71-911 "City Star"/71-911E/71-911ЕМ «Lionet» is a family of Russian four-axle four-door single-sided trams with a completely low level floor, created by LLC "PC Transport Systems" at the facilities of Tver Carriage Works and other factories.

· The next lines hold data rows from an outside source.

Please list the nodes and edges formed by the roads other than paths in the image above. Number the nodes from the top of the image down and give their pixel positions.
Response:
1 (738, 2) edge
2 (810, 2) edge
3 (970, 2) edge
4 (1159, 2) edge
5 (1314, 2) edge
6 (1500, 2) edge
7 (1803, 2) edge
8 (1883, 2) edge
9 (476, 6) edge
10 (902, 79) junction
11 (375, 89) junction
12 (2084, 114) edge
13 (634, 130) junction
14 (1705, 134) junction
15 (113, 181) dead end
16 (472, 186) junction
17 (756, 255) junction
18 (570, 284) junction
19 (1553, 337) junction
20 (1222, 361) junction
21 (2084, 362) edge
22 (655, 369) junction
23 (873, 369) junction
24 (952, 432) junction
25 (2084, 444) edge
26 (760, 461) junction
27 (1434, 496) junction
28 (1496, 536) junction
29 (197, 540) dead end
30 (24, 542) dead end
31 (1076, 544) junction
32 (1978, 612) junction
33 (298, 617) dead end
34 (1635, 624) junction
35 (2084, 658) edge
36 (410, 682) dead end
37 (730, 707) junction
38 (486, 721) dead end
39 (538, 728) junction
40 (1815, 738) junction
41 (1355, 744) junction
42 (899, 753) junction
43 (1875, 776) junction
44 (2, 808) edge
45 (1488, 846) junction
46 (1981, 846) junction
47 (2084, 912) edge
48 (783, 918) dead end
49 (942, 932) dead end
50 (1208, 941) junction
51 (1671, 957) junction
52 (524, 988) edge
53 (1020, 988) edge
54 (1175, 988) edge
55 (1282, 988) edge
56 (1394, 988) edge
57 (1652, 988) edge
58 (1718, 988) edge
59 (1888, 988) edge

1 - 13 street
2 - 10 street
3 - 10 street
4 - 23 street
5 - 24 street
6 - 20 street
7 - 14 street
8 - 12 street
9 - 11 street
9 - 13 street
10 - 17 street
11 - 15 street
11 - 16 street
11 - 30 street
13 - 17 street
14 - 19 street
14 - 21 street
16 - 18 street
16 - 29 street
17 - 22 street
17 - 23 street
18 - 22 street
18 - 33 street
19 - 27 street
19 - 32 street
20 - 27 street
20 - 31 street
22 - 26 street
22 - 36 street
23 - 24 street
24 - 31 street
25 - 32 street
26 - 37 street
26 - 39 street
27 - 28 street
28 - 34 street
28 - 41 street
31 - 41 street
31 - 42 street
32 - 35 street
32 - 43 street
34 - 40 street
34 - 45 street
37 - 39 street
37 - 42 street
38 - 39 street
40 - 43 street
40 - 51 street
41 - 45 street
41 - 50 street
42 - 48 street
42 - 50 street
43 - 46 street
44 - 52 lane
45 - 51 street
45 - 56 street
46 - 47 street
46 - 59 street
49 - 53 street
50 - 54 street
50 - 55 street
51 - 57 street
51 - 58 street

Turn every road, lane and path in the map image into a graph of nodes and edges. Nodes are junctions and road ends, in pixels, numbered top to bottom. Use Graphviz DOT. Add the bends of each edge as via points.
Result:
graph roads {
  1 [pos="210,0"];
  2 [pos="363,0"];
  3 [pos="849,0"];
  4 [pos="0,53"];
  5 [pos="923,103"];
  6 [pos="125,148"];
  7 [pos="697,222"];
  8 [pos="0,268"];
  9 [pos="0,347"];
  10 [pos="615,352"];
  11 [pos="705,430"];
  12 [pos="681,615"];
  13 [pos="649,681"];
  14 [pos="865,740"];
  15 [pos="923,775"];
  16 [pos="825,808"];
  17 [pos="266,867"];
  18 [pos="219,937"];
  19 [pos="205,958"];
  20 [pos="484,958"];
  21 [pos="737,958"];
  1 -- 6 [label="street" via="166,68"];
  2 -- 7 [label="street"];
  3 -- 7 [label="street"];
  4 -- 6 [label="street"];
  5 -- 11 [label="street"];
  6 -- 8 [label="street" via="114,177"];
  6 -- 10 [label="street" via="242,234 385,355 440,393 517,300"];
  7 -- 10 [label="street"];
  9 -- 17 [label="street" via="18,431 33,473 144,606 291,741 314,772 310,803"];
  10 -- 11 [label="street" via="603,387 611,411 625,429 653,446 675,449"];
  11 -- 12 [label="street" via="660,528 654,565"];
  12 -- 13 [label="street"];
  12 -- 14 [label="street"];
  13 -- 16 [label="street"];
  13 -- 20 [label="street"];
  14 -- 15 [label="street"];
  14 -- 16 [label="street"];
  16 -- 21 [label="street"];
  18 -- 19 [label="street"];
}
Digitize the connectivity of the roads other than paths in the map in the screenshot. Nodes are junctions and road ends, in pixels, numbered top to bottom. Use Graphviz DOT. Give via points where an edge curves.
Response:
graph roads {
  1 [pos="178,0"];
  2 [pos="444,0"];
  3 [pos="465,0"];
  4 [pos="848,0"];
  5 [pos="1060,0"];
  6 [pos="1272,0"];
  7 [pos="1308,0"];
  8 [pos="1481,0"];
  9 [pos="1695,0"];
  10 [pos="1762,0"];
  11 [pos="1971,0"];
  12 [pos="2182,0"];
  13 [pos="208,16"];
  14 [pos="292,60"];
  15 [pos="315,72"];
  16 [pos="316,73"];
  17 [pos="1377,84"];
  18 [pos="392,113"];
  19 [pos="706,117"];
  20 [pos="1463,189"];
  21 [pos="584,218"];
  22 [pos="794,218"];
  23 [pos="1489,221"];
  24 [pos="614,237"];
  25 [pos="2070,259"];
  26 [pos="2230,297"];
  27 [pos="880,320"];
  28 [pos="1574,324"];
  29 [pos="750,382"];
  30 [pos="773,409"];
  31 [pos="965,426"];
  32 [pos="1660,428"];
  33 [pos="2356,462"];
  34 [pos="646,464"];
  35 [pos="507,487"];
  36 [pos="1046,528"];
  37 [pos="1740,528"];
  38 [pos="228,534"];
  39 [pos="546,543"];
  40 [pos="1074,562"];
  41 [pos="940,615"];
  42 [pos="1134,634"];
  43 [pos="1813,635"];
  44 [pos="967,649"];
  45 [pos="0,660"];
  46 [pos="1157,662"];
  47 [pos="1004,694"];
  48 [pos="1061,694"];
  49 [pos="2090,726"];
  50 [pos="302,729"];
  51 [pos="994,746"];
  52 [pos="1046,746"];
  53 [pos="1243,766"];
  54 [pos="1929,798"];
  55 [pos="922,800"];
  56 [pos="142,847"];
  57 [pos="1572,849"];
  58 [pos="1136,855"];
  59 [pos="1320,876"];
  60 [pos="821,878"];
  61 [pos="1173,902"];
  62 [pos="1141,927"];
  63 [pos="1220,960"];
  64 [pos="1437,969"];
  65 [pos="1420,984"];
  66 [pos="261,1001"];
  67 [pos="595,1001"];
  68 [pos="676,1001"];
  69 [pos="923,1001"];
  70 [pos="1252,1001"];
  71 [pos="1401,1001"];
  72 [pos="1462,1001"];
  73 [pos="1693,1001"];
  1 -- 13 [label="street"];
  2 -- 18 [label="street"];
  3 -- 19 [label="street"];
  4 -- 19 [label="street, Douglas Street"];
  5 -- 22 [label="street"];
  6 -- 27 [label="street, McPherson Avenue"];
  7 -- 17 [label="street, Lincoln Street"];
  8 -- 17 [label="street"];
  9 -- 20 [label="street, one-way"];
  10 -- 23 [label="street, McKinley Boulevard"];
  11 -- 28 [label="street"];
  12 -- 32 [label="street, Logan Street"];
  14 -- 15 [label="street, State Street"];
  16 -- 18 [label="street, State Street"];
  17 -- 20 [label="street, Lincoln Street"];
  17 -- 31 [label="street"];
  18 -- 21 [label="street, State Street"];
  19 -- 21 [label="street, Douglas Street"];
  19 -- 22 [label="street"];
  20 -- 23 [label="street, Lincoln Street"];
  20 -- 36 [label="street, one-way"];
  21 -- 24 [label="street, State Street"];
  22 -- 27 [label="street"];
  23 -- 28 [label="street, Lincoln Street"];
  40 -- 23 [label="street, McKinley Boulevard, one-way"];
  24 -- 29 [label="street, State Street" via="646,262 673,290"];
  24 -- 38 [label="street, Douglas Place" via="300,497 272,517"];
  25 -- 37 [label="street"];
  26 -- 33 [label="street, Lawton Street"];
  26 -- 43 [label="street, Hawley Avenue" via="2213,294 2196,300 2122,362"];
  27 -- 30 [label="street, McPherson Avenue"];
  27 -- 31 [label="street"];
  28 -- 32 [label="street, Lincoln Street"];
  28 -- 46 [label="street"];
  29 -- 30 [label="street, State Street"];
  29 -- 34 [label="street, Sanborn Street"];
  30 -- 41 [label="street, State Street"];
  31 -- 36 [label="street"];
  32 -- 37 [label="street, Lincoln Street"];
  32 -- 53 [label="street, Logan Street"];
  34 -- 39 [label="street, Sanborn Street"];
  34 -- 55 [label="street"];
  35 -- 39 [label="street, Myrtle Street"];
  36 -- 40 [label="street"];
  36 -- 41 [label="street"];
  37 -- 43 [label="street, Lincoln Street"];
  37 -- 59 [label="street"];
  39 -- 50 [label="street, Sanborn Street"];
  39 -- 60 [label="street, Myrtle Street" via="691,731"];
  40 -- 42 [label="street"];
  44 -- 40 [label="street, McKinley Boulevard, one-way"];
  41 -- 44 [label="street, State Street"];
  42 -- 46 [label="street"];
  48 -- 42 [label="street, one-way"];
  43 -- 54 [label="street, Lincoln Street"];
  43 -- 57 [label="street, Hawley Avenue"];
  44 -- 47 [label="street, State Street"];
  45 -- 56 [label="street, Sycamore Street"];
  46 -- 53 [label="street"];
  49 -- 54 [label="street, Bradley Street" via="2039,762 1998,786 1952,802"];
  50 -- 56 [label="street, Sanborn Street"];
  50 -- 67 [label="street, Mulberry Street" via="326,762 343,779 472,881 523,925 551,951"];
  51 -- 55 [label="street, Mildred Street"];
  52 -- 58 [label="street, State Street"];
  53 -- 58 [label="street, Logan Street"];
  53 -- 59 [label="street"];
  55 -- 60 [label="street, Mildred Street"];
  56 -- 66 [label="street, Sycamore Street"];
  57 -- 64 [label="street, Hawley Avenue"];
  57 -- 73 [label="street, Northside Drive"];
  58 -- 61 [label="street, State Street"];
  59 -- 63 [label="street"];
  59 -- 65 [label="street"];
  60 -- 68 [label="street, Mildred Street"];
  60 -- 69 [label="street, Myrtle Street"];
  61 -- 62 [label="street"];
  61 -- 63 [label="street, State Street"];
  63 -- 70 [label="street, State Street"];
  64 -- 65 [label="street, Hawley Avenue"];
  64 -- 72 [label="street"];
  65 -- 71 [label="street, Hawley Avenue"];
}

The first 100% low-floor tram car in the CIS. It is an analogue of planned 71-625 tram of Ust-Katav Wagon-Building Plant.

== Operation by cities ==
As of 2020, the City Star trams are operated in the following cities:

| City | Number | Years of operation |
| Rostov-on-Don | 30 units | 2016–present |
| Tver | 8 units | 2014–2017 |
| Moscow | 39 unit | 2018–present |
| Daugavpils | 8 units | 2020–present |
| Kazan | 5 units | 2019–present |
| Ulan-Ude | 15 units | 2019–present |
| Perm | 8 units | 2019–present |
| Ulyanovsk | 29 units | 2020–present |

=== Modifications ===
- 71-911 — track gauge 1524 mm
- 71-911E — Track gauge 1435 mm
- 71-911ЕМ «Lionet» — track gauge 1524 mm, updated

==Participation in exhibitions==
- Innoprom. July 9–12, 2014. (Ekaterinburg).